Steven R. Jensen (born March 18, 1963) is the chief justice of the South Dakota Supreme Court since 2021. He was appointed as an associate justice by Governor Dennis Daugaard in 2017.  He became the 50th member of the court, succeeding Justice Lori S. Wilbur.

Early life and education
Jensen attended Bethel College in St. Paul, Minnesota, and graduated from there in 1985. During the summer of 1984, he worked as an intern for U.S. Senator Chuck Grassley.
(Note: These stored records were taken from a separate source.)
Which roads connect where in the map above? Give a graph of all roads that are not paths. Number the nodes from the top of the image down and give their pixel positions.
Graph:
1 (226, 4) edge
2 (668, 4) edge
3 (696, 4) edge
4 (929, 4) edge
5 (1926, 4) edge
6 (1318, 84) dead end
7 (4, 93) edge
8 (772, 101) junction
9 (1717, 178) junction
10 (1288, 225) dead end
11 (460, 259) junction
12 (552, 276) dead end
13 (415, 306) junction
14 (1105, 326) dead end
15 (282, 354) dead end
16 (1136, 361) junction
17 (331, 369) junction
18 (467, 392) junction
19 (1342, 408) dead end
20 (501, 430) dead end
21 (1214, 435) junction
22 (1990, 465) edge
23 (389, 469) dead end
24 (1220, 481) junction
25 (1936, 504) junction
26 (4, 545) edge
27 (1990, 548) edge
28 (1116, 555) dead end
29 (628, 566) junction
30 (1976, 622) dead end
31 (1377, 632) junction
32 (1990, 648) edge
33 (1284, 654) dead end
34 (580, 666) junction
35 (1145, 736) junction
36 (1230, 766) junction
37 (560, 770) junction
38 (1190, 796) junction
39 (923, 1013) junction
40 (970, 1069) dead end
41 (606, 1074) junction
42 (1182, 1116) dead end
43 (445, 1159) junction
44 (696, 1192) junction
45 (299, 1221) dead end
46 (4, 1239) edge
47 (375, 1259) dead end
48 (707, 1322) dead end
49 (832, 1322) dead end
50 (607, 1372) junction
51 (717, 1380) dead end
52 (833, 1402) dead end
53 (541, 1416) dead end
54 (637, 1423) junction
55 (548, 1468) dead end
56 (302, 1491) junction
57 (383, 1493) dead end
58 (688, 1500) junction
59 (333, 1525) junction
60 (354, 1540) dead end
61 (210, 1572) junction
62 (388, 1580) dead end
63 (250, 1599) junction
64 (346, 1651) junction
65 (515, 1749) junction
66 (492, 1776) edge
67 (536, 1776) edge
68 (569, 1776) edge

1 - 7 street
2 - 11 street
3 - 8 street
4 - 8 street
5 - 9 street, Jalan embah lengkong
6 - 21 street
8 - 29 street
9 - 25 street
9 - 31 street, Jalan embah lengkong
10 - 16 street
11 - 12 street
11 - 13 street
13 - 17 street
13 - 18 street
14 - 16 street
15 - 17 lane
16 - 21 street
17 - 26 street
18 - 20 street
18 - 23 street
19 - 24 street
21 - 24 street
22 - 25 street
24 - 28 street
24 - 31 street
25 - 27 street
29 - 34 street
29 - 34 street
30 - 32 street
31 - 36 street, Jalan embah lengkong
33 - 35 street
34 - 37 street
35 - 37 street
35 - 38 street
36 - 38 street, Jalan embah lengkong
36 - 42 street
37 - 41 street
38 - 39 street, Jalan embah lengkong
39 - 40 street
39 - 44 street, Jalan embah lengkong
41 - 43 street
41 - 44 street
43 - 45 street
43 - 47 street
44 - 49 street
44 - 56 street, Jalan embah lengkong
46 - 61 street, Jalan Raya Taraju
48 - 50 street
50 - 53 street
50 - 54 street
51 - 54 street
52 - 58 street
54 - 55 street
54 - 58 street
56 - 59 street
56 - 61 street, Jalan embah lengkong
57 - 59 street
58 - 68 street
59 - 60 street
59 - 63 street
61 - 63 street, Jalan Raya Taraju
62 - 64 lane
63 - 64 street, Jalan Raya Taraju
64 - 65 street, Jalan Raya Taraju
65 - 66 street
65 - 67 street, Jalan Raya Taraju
His Juris Doctor degree was conferred by the University of South Dakota in 1988.

Legal career
Jensen served as  a judicial law clerk for Associate Justice Richard W. Sabers of the South Dakota Supreme Court.  In 1989, he started working at the Crary Huff Law Firm in Sioux City, Iowa. He was an attorney at Crary Huff until 2003.  At that time he was appointed to the First Judicial Circuit Court of South Dakota, serving until 2014.  He was Presiding Judge of that circuit from 2011 to 2014. In June 2020, it was announced that Jensen was selected to replace David Gilbertson as the next Chief Justice of the South Dakota Supreme Court. He assumed office in January 2021.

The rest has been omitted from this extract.